- GIVEN DATA
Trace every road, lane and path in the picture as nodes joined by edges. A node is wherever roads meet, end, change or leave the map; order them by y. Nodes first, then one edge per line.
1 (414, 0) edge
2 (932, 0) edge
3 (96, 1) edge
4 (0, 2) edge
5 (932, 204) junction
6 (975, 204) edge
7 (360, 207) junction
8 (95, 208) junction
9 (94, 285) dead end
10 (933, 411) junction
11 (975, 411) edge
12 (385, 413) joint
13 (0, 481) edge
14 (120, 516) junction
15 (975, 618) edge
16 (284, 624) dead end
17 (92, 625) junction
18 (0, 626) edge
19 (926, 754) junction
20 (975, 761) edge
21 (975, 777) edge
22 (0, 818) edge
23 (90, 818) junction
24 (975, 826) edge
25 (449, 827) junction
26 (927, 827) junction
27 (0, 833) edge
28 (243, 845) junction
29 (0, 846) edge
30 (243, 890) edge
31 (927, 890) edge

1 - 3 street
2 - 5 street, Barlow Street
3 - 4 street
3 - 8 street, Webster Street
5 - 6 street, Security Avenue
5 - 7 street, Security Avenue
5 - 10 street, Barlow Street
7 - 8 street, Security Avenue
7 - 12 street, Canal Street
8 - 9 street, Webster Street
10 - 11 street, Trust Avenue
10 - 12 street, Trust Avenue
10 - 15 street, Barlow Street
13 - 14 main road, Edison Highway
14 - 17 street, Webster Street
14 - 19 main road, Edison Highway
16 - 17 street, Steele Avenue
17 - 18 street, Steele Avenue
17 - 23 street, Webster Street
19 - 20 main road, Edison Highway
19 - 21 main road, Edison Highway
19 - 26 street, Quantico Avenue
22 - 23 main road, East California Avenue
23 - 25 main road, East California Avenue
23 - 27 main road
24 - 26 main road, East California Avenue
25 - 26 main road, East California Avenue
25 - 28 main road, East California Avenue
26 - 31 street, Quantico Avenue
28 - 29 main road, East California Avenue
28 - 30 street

- ASSIGNMENT
Determine how many lines of this listing have the word "East" in them, and reply with that number alone.

- EXPECTED OUTPUT
6